MUNDO
Os peixes que se escondem atrás de outros para caçar
Um estudo conduzido por cientistas na Inglaterra descobriu que um tipo de peixe de recife no Caribe se esconde atrás de outros para caçar.
É a primeira evidência de um predador que adota esse comportamento para atacar suas presas.
Os peixes-trombeta (Aulostomus maculatus) são peixes predadores abundantes nos recifes de coral do Caribe.
Eles atacam pequenos peixes de recife e adotam várias estratégias de caça diferentes, incluindo flutuar de cabeça para baixo à espera de suas presas.
Os mergulhadores relatam regularmente ver o peixe-trombeta nadando próximo a um peixe maior, tipicamente menos ameaçador, como um peixe-papagaio ou cirurgião-patela, em uma prática conhecida como “sombreamento”.
A suposição, portanto, era que esse comportamento permitia que o peixe-trombeta se aproximasse de suas presas sem ser visto, mas essa hipótese nunca havia sido testada — até agora.
Enquanto mergulhava nos recifes de corais da ilha caribenha holandesa de Curaçao, a equipe de pesquisadores liderada por Sam Matchette, do Departamento de Zoologia da Universidade de Cambridge, na Inglaterra, montou uma estrutura com uma série de protótipos de peixes-trombeta e peixes-papagaio impressos em 3D ao longo de uma linha de náilon na água.
Os protótipos foram posicionados um a um, em meio a grupos de donzelas- bicolores (Stegastes partitus) — a refeição favorita do peixe-trombeta.
O donzela-bicolor, um pequeno peixe tropical, reage a predadores em potencial observando aqueles que se aproximam e fugindo em direção ao seu abrigo ao menor sinal de ameaça.
A equipe de cientistas, então, filmou e analisou suas reações a cada protótipo, para ver se os donzelas-bicolores poderiam detectar um peixe-trombeta escondido.
Eles constataram que, ao observar um protótipo de peixe-trombeta sozinho em movimento, o donzela-bicolor nadava para inspecioná-lo e imediatamente voltava para a segurança de seu abrigo.
Já ante a um protótipo de um peixe-papagaio-caribenho ou odião-comum (Sparisoma viride), não fugia.

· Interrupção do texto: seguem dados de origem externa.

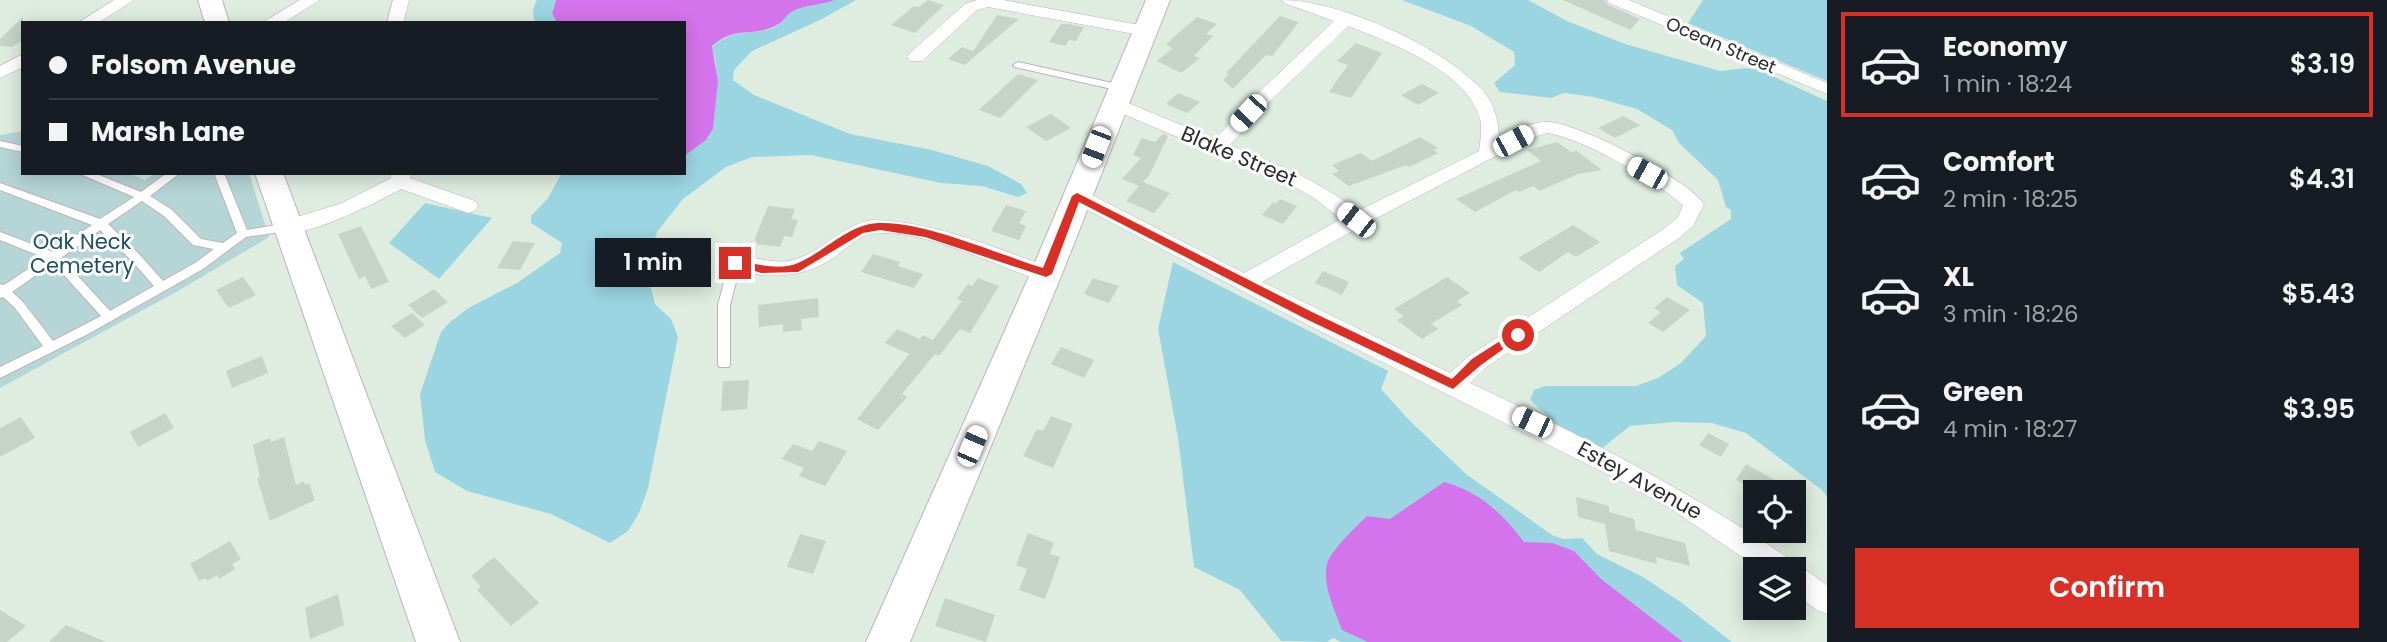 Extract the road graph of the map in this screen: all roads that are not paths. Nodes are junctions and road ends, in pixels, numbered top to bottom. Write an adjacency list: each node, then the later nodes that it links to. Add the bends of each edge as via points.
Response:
1 (126, 0): 9 (street)
2 (210, 0): 10 (main road)
3 (313, 0): 11 (street)
4 (401, 0): 12 (street)
5 (1158, 0): 13 (main road)
6 (1290, 0): 8 (street)
7 (1615, 0): 16 (street, Ocean Street)
8 (1344, 20): 19 (street); 21 (street, via 1426,53 1455,72 1490,116)
9 (89, 21)
10 (216, 21)
11 (274, 21)
12 (396, 21)
13 (1145, 31): 14 (street, via 987,2 971,7); 17 (main road)
14 (916, 57)
15 (1018, 65): 17 (lane)
16 (1827, 89)
17 (1118, 96): 19 (street, Blake Street); 29 (main road)
18 (0, 144): 20 (lane)
19 (1219, 146): 31 (street, Blake Street, via 1321,193)
20 (21, 149)
21 (1489, 154): 31 (street); 47 (street, via 1536,129 1557,127 1671,186 1693,204 1686,221 1672,233 1477,362)
22 (88, 175): 28 (lane)
23 (172, 175): 28 (lane)
24 (220, 175): 34 (lane)
25 (270, 175): 33 (main road)
26 (400, 177): 30 (street); 33 (street, via 349,208)
27 (0, 186): 32 (lane)
28 (142, 196): 32 (lane); 36 (lane, via 168,212 197,242)
29 (1077, 196): 39 (main road); 40 (street, Estey Avenue)
30 (468, 205)
31 (1356, 220): 40 (street)
32 (100, 224): 37 (lane); 41 (lane)
33 (288, 227): 34 (lane); 51 (main road)
34 (243, 234): 36 (lane)
35 (0, 236): 37 (lane)
36 (224, 247): 41 (lane)
37 (54, 257): 42 (lane); 43 (lane)
38 (735, 263): 39 (street, via 761,270 798,268 860,230 880,227 926,234); 45 (lane, via 724,305)
39 (1046, 274): 52 (main road)
40 (1244, 283): 47 (street, Estey Avenue)
41 (160, 286): 43 (lane)
42 (2, 291): 44 (lane)
43 (109, 317): 44 (lane)
44 (51, 347): 46 (lane)
45 (723, 364)
46 (0, 373)
47 (1453, 385): 48 (street, Estey Avenue, via 1661,491)
48 (1766, 557)
49 (1806, 586): 50 (street)
50 (1827, 601)
51 (438, 642)
52 (888, 642)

E, quando a equipe de cientistas posicionou um protótipo do peixe-trombeta ao lado do de um modelo de peixe-papagaio (para replicar o comportamento de sombreamento do peixe-trombeta verdadeiro), o donzela-bicolor reagiu quase da mesma forma que quando observou um modelo de peixe-papagaio movimentando-se sozinho: não detectou o peixe-trombeta escondido.
Importância do disfarce
Mesmo os melhores disfarces tornam-se perceptíveis quando estão em movimento.
Os animais podem ter dificuldade para equilibrar sua necessidade de se movimentar com a de permanecerem escondidos, e a evolução os ajudou a desenvolver algumas soluções criativas.
Por exemplo, a aranha que se enrola (Dolophones conifera), encontrada na Austrália, tece uma nova teia todas as noites.
Ao amanhecer, ela destrói a teia e usa sua barriga côncava para se achatar na curva de um galho de árvore e se esconder dos pássaros durante o dia.
E duas espécies de polvos “caminham” sobre dois tentáculos fingindo ser plantas e se esconderem de predadores.
Existem outros benefícios desse tipo de comportamento.
Por exemplo, o pequeno peixe-trombeta pode se beneficiar por ser menos visível para seus predadores, bem como para suas presas.
Esconder-se dessa maneira também pode reduzir o número de encontros agressivos que ele tem com espécies territoriais.
Impacto das mudanças climáticas
Predadores costumam usar a paisagem dos seus habitats para caçar suas presas, escondendo-se entre rochas ou vegetação, por exemplo.
Assim, o uso de outros animais pode ser uma alternativa quando essa “cobertura” não está disponível.
De fato, em um estudo anterior, a equipe de cientistas da Universidade de Cambridge descobriu que o comportamento de sombreamento era mais comum em habitats menos complexos, como recifes de corais irregulares.
Os recifes de coral em todo o mundo estão em declínio por fatores como mudanças climáticas, poluição e acidificação dos oceanos.
Por causa disso, vêm tornando-se irregulares, menos complexos e menos biodiversos.
Dada essa tendência, cientistas acreditam que esse comportamento de “sombreamento” pode se tornar mais contumaz no futuro.